Exercise:
In the material below, find every line with "numbered" and pull it out.

Data for this task:

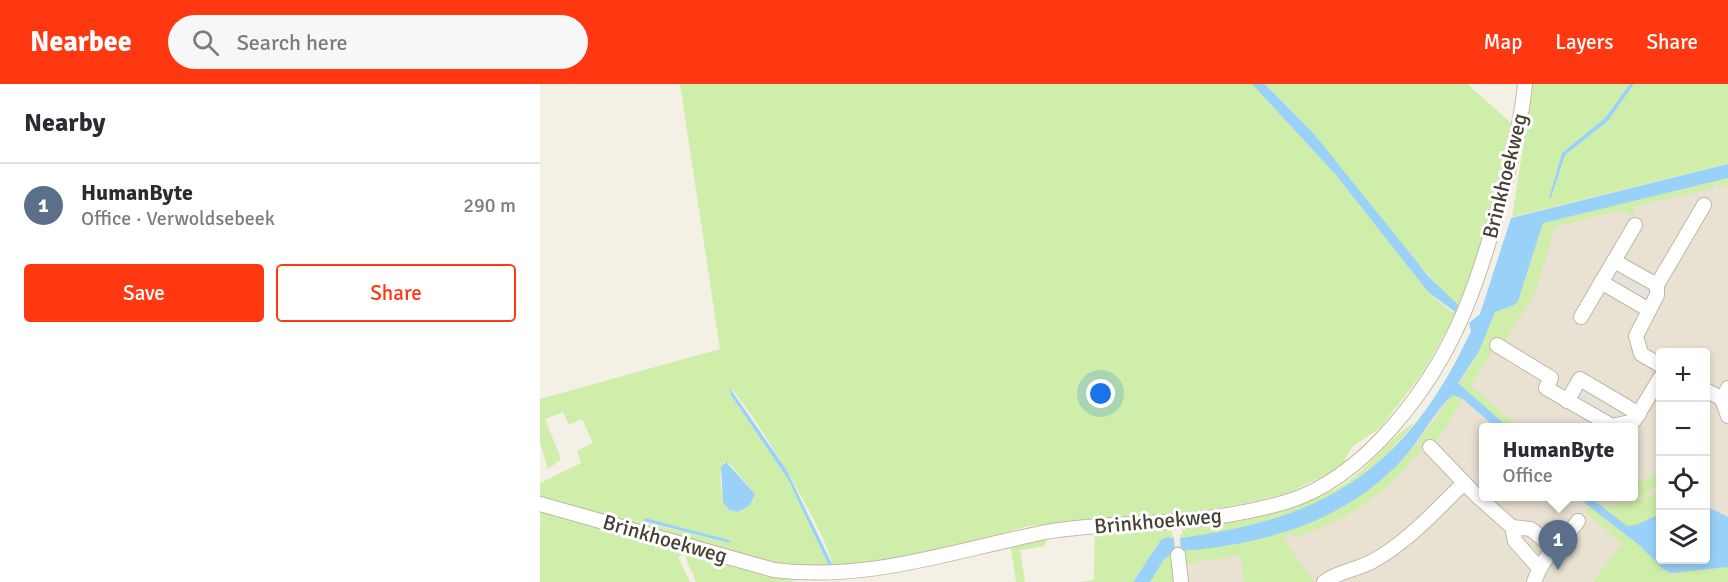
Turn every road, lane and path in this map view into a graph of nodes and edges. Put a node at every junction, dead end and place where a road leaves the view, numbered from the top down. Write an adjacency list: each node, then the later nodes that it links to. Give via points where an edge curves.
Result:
* * *
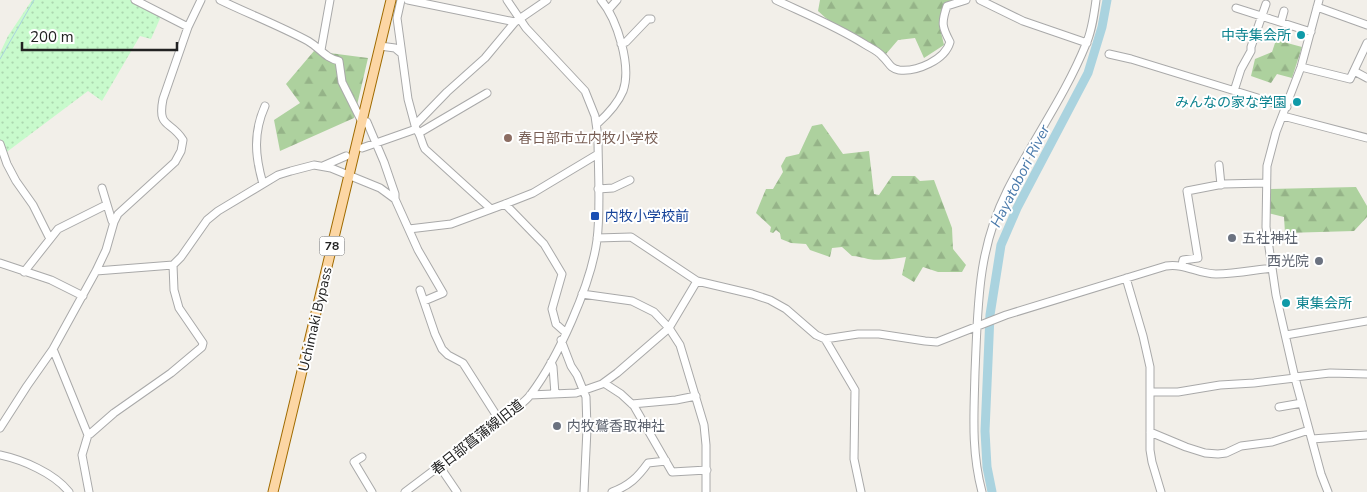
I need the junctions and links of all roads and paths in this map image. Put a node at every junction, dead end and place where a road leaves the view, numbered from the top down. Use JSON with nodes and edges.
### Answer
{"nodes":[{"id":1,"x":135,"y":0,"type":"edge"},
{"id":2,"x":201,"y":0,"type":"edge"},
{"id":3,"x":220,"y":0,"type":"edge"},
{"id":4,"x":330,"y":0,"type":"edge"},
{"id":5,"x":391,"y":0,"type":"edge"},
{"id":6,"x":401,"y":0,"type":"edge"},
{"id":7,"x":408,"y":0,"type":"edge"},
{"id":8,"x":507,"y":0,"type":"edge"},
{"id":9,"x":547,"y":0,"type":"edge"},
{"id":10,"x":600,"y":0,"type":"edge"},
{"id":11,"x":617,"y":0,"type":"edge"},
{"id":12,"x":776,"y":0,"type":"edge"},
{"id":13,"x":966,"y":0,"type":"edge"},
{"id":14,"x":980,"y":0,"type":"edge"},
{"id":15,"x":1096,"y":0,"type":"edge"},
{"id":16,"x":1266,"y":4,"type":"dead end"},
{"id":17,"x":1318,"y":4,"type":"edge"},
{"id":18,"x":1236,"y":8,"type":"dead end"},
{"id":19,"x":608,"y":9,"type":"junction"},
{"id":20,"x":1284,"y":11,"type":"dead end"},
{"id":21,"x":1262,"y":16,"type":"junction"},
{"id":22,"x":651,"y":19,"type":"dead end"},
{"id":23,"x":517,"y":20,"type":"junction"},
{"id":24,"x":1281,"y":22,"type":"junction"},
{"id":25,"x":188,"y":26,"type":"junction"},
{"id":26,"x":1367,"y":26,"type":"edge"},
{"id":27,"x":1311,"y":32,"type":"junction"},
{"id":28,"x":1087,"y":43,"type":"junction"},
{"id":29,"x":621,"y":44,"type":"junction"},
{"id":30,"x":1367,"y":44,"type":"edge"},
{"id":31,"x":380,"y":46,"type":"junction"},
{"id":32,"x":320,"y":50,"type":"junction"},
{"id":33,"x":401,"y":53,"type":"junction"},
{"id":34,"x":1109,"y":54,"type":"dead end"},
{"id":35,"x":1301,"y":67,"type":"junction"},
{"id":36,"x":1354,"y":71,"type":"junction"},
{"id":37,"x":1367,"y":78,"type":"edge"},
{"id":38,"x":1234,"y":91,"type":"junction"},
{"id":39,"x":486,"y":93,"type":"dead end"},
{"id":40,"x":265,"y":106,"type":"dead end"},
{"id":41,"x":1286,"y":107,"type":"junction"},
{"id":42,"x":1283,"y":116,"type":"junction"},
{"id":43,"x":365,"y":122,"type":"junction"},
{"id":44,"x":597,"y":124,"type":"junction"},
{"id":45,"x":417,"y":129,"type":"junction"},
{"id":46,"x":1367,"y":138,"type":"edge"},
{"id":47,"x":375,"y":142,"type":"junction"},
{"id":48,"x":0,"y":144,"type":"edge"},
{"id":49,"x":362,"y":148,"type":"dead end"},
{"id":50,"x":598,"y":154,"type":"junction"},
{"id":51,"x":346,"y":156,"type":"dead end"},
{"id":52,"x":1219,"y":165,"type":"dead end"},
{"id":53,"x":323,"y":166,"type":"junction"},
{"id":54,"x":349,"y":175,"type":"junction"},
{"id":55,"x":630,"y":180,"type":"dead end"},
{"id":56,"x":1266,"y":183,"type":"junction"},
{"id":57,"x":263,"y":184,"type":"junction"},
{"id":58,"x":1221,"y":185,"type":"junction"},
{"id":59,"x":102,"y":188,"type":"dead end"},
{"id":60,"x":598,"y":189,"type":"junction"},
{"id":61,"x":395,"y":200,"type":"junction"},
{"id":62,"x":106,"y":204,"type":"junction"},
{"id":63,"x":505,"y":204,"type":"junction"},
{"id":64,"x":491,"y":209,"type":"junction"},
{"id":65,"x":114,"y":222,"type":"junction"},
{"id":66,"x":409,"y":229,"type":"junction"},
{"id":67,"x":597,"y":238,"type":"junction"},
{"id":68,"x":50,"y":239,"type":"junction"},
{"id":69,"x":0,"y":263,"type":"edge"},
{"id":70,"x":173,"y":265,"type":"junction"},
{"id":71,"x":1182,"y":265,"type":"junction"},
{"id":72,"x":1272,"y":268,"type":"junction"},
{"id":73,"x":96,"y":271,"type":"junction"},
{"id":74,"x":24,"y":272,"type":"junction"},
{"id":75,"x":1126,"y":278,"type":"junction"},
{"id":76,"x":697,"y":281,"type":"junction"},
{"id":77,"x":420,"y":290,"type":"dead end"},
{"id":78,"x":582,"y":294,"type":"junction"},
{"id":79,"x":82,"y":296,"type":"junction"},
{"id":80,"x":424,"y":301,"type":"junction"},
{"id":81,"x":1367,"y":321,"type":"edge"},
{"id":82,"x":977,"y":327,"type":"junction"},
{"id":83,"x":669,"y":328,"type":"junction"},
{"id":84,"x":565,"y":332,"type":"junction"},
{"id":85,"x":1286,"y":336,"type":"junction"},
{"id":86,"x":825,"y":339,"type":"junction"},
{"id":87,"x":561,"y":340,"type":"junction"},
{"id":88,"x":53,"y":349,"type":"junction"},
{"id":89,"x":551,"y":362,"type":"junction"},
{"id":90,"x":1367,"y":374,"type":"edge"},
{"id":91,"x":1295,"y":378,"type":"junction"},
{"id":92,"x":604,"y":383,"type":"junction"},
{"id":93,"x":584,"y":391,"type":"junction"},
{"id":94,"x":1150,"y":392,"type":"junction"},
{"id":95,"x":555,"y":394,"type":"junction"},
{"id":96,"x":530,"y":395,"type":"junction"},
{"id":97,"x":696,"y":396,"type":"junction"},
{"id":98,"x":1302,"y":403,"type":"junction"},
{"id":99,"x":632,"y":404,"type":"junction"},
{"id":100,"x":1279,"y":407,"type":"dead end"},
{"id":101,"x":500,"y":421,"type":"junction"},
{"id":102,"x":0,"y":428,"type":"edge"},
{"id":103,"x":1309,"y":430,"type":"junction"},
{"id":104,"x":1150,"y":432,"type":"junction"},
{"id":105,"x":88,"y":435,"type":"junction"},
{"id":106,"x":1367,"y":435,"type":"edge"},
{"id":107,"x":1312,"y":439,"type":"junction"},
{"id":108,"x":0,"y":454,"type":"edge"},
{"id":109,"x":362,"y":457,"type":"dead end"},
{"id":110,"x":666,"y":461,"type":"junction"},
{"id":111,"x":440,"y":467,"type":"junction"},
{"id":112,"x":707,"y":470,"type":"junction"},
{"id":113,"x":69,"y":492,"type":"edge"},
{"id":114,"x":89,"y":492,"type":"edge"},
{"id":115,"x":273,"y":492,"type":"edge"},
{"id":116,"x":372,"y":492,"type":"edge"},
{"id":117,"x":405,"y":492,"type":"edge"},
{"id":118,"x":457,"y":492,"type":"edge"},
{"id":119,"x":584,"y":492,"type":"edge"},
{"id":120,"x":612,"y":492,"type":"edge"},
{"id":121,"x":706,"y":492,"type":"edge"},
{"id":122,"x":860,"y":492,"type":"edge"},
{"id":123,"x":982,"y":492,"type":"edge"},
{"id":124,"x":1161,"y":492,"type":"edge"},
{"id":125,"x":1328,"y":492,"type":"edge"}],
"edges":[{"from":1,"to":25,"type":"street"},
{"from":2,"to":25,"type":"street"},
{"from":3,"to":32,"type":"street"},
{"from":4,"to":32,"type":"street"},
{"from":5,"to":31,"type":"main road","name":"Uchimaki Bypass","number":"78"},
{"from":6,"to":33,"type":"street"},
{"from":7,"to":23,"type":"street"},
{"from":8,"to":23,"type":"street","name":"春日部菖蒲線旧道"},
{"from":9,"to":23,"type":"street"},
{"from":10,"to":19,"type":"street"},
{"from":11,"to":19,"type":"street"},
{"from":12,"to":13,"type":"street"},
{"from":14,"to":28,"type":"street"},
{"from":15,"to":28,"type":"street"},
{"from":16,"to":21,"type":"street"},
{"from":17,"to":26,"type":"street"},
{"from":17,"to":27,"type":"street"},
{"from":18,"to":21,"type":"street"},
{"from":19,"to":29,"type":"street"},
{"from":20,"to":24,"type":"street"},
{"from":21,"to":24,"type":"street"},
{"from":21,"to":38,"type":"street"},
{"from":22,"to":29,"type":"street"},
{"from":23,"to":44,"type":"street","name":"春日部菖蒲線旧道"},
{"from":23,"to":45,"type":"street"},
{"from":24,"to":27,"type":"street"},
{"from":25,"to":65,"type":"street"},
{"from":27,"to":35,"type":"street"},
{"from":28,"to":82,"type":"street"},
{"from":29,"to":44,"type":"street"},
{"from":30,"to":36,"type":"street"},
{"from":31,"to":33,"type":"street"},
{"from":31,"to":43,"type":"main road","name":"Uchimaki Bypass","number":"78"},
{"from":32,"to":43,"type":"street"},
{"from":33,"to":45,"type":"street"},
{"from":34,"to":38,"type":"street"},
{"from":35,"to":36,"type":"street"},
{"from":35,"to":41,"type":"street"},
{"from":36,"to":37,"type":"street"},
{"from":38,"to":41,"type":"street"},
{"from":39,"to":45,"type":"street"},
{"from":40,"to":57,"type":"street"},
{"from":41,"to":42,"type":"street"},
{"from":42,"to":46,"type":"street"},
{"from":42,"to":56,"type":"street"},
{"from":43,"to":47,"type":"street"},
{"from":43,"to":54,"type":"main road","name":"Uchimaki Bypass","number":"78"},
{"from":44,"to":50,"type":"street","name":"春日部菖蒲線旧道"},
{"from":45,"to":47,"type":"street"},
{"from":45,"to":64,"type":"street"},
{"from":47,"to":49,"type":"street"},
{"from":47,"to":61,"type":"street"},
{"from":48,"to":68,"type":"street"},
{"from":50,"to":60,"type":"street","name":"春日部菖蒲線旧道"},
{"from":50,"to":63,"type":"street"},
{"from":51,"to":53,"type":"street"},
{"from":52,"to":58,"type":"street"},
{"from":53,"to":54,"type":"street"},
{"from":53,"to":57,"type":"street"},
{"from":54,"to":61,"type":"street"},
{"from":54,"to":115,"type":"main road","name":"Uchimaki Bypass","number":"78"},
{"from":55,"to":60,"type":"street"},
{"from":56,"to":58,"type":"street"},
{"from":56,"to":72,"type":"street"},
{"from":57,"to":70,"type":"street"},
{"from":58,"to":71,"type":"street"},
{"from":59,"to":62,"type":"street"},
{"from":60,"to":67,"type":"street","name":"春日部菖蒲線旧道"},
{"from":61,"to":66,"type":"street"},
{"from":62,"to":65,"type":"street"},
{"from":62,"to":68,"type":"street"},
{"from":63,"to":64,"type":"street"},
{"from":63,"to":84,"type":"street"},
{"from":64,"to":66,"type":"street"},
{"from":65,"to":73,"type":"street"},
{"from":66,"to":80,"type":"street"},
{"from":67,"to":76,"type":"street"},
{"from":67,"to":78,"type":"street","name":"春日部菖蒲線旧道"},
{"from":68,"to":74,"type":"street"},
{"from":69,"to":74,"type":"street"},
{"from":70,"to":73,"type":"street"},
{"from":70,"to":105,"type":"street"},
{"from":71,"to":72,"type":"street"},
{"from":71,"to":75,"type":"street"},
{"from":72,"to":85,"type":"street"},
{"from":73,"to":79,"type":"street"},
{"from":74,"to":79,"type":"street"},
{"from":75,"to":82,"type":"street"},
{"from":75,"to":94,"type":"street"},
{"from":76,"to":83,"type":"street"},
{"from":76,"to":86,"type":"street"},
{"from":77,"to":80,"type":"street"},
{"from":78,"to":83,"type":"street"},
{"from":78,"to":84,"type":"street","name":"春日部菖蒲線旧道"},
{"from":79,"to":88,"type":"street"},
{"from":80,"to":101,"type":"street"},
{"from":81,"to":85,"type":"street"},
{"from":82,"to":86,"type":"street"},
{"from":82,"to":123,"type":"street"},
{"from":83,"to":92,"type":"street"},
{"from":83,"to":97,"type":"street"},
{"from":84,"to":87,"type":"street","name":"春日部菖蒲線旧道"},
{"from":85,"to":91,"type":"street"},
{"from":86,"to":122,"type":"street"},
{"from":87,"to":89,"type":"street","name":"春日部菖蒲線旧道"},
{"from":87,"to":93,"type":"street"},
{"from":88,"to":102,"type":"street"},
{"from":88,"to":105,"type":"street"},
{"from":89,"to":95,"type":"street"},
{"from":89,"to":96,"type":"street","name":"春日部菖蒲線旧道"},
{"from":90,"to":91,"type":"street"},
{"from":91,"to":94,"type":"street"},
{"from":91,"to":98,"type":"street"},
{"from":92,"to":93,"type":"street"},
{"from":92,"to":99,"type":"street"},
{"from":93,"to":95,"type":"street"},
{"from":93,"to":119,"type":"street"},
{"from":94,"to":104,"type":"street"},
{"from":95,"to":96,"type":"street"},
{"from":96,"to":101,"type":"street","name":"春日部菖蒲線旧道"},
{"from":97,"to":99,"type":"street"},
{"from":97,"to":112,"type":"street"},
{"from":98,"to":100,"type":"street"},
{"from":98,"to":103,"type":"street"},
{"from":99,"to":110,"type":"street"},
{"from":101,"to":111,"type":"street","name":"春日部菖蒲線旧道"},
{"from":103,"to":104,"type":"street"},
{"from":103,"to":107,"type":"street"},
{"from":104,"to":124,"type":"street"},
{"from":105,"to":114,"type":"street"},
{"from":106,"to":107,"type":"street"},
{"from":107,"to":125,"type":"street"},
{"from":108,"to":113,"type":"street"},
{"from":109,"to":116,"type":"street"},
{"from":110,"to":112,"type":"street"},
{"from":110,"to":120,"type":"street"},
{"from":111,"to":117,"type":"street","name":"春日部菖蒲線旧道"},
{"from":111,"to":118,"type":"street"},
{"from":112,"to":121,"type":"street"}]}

Task response:
Turn every road, lane and path in this map view into a graph of nodes and edges. Put a node at every junction, dead end and place where a road leaves the view, numbered from the top down. Write an adjacency list: each node, then the later nodes that it links to. Give via points where an edge curves.
I need the junctions and links of all roads and paths in this map image. Put a node at every junction, dead end and place where a road leaves the view, numbered from the top down. Use JSON with nodes and edges.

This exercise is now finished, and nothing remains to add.